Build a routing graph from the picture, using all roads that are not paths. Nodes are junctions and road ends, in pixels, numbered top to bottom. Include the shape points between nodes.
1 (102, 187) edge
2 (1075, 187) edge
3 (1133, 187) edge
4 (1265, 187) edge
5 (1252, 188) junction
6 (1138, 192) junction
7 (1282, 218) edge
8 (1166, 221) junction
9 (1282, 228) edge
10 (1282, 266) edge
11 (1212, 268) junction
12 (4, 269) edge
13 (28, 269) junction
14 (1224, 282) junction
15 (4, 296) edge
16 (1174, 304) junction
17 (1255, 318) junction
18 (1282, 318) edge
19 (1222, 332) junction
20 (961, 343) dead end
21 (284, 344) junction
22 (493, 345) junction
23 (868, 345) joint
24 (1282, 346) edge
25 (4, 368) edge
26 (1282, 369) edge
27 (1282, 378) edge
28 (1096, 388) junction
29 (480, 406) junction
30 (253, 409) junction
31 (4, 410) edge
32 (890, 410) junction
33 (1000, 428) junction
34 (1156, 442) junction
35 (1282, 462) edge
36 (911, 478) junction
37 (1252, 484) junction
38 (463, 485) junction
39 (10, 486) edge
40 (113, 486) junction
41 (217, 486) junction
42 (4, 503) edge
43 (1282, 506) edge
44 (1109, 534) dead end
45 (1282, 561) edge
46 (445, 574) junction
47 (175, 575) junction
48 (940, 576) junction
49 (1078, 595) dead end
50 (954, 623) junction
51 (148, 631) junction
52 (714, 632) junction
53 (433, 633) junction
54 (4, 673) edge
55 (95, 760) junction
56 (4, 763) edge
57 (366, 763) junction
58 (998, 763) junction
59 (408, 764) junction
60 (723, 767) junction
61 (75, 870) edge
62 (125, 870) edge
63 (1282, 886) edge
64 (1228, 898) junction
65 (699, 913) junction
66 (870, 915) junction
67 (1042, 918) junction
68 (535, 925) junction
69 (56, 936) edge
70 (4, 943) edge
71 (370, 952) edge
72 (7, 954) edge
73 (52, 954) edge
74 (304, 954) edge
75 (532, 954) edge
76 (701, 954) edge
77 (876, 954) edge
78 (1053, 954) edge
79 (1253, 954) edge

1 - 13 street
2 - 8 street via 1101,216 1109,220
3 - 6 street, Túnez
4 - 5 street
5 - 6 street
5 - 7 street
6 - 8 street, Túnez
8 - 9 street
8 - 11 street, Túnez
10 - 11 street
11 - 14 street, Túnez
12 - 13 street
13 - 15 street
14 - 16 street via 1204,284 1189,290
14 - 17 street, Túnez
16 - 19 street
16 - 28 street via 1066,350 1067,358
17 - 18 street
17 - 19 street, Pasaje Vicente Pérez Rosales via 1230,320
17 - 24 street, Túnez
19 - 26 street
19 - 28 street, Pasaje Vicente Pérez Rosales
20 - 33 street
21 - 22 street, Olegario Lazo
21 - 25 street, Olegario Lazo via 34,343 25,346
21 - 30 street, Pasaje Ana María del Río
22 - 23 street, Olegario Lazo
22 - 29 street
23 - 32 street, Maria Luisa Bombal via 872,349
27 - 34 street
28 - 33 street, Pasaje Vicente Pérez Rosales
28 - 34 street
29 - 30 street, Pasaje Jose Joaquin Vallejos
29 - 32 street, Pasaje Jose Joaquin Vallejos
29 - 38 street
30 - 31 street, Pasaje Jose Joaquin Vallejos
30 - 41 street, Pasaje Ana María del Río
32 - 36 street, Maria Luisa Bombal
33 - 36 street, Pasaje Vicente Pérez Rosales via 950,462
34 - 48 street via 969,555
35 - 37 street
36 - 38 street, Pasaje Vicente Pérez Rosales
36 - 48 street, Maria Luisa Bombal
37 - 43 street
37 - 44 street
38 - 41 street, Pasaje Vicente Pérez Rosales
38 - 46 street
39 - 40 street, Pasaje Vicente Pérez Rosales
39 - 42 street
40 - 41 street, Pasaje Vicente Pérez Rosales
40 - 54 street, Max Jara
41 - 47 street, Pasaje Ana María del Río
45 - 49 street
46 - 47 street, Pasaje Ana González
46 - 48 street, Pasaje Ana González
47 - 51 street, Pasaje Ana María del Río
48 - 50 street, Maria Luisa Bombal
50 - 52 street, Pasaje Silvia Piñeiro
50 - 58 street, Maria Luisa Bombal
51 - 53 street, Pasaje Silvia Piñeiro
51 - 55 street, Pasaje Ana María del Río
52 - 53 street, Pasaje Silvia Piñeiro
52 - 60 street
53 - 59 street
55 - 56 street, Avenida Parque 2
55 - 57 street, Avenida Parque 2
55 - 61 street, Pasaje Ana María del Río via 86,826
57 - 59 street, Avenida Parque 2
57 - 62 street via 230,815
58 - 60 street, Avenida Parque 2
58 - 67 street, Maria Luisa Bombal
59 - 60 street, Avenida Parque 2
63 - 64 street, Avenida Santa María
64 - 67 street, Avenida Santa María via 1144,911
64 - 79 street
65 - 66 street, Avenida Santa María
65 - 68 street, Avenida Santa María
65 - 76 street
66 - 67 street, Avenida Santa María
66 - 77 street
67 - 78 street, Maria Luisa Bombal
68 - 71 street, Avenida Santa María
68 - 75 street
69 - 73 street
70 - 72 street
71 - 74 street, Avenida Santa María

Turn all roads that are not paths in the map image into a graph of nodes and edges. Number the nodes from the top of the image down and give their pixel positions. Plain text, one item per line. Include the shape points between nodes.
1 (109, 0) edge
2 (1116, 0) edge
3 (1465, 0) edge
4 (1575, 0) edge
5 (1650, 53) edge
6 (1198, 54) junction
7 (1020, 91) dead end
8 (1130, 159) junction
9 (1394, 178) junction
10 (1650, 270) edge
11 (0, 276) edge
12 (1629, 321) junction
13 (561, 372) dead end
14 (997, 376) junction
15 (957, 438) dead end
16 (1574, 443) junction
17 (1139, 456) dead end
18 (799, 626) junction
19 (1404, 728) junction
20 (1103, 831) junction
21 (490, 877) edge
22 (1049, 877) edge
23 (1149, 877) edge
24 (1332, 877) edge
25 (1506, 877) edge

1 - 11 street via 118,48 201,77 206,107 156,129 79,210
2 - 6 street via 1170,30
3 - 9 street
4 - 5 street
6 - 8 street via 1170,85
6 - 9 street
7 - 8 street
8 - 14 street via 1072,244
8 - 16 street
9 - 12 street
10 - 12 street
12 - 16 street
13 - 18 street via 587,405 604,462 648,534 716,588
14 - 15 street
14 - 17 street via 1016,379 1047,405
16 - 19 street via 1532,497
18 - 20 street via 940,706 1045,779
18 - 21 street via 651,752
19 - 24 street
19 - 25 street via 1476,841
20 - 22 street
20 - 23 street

========================================

◆ **GOAL OF THE EXERCISE**:
The answer is all of the material, repeated exactly.

◆ **FINAL ANSWER**:
Build a routing graph from the picture, using all roads that are not paths. Nodes are junctions and road ends, in pixels, numbered top to bottom. Include the shape points between nodes.
1 (102, 187) edge
2 (1075, 187) edge
3 (1133, 187) edge
4 (1265, 187) edge
5 (1252, 188) junction
6 (1138, 192) junction
7 (1282, 218) edge
8 (1166, 221) junction
9 (1282, 228) edge
10 (1282, 266) edge
11 (1212, 268) junction
12 (4, 269) edge
13 (28, 269) junction
14 (1224, 282) junction
15 (4, 296) edge
16 (1174, 304) junction
17 (1255, 318) junction
18 (1282, 318) edge
19 (1222, 332) junction
20 (961, 343) dead end
21 (284, 344) junction
22 (493, 345) junction
23 (868, 345) joint
24 (1282, 346) edge
25 (4, 368) edge
26 (1282, 369) edge
27 (1282, 378) edge
28 (1096, 388) junction
29 (480, 406) junction
30 (253, 409) junction
31 (4, 410) edge
32 (890, 410) junction
33 (1000, 428) junction
34 (1156, 442) junction
35 (1282, 462) edge
36 (911, 478) junction
37 (1252, 484) junction
38 (463, 485) junction
39 (10, 486) edge
40 (113, 486) junction
41 (217, 486) junction
42 (4, 503) edge
43 (1282, 506) edge
44 (1109, 534) dead end
45 (1282, 561) edge
46 (445, 574) junction
47 (175, 575) junction
48 (940, 576) junction
49 (1078, 595) dead end
50 (954, 623) junction
51 (148, 631) junction
52 (714, 632) junction
53 (433, 633) junction
54 (4, 673) edge
55 (95, 760) junction
56 (4, 763) edge
57 (366, 763) junction
58 (998, 763) junction
59 (408, 764) junction
60 (723, 767) junction
61 (75, 870) edge
62 (125, 870) edge
63 (1282, 886) edge
64 (1228, 898) junction
65 (699, 913) junction
66 (870, 915) junction
67 (1042, 918) junction
68 (535, 925) junction
69 (56, 936) edge
70 (4, 943) edge
71 (370, 952) edge
72 (7, 954) edge
73 (52, 954) edge
74 (304, 954) edge
75 (532, 954) edge
76 (701, 954) edge
77 (876, 954) edge
78 (1053, 954) edge
79 (1253, 954) edge

1 - 13 street
2 - 8 street via 1101,216 1109,220
3 - 6 street, Túnez
4 - 5 street
5 - 6 street
5 - 7 street
6 - 8 street, Túnez
8 - 9 street
8 - 11 street, Túnez
10 - 11 street
11 - 14 street, Túnez
12 - 13 street
13 - 15 street
14 - 16 street via 1204,284 1189,290
14 - 17 street, Túnez
16 - 19 street
16 - 28 street via 1066,350 1067,358
17 - 18 street
17 - 19 street, Pasaje Vicente Pérez Rosales via 1230,320
17 - 24 street, Túnez
19 - 26 street
19 - 28 street, Pasaje Vicente Pérez Rosales
20 - 33 street
21 - 22 street, Olegario Lazo
21 - 25 street, Olegario Lazo via 34,343 25,346
21 - 30 street, Pasaje Ana María del Río
22 - 23 street, Olegario Lazo
22 - 29 street
23 - 32 street, Maria Luisa Bombal via 872,349
27 - 34 street
28 - 33 street, Pasaje Vicente Pérez Rosales
28 - 34 street
29 - 30 street, Pasaje Jose Joaquin Vallejos
29 - 32 street, Pasaje Jose Joaquin Vallejos
29 - 38 street
30 - 31 street, Pasaje Jose Joaquin Vallejos
30 - 41 street, Pasaje Ana María del Río
32 - 36 street, Maria Luisa Bombal
33 - 36 street, Pasaje Vicente Pérez Rosales via 950,462
34 - 48 street via 969,555
35 - 37 street
36 - 38 street, Pasaje Vicente Pérez Rosales
36 - 48 street, Maria Luisa Bombal
37 - 43 street
37 - 44 street
38 - 41 street, Pasaje Vicente Pérez Rosales
38 - 46 street
39 - 40 street, Pasaje Vicente Pérez Rosales
39 - 42 street
40 - 41 street, Pasaje Vicente Pérez Rosales
40 - 54 street, Max Jara
41 - 47 street, Pasaje Ana María del Río
45 - 49 street
46 - 47 street, Pasaje Ana González
46 - 48 street, Pasaje Ana González
47 - 51 street, Pasaje Ana María del Río
48 - 50 street, Maria Luisa Bombal
50 - 52 street, Pasaje Silvia Piñeiro
50 - 58 street, Maria Luisa Bombal
51 - 53 street, Pasaje Silvia Piñeiro
51 - 55 street, Pasaje Ana María del Río
52 - 53 street, Pasaje Silvia Piñeiro
52 - 60 street
53 - 59 street
55 - 56 street, Avenida Parque 2
55 - 57 street, Avenida Parque 2
55 - 61 street, Pasaje Ana María del Río via 86,826
57 - 59 street, Avenida Parque 2
57 - 62 street via 230,815
58 - 60 street, Avenida Parque 2
58 - 67 street, Maria Luisa Bombal
59 - 60 street, Avenida Parque 2
63 - 64 street, Avenida Santa María
64 - 67 street, Avenida Santa María via 1144,911
64 - 79 street
65 - 66 street, Avenida Santa María
65 - 68 street, Avenida Santa María
65 - 76 street
66 - 67 street, Avenida Santa María
66 - 77 street
67 - 78 street, Maria Luisa Bombal
68 - 71 street, Avenida Santa María
68 - 75 street
69 - 73 street
70 - 72 street
71 - 74 street, Avenida Santa María

Turn all roads that are not paths in the map image into a graph of nodes and edges. Number the nodes from the top of the image down and give their pixel positions. Plain text, one item per line. Include the shape points between nodes.
1 (109, 0) edge
2 (1116, 0) edge
3 (1465, 0) edge
4 (1575, 0) edge
5 (1650, 53) edge
6 (1198, 54) junction
7 (1020, 91) dead end
8 (1130, 159) junction
9 (1394, 178) junction
10 (1650, 270) edge
11 (0, 276) edge
12 (1629, 321) junction
13 (561, 372) dead end
14 (997, 376) junction
15 (957, 438) dead end
16 (1574, 443) junction
17 (1139, 456) dead end
18 (799, 626) junction
19 (1404, 728) junction
20 (1103, 831) junction
21 (490, 877) edge
22 (1049, 877) edge
23 (1149, 877) edge
24 (1332, 877) edge
25 (1506, 877) edge

1 - 11 street via 118,48 201,77 206,107 156,129 79,210
2 - 6 street via 1170,30
3 - 9 street
4 - 5 street
6 - 8 street via 1170,85
6 - 9 street
7 - 8 street
8 - 14 street via 1072,244
8 - 16 street
9 - 12 street
10 - 12 street
12 - 16 street
13 - 18 street via 587,405 604,462 648,534 716,588
14 - 15 street
14 - 17 street via 1016,379 1047,405
16 - 19 street via 1532,497
18 - 20 street via 940,706 1045,779
18 - 21 street via 651,752
19 - 24 street
19 - 25 street via 1476,841
20 - 22 street
20 - 23 street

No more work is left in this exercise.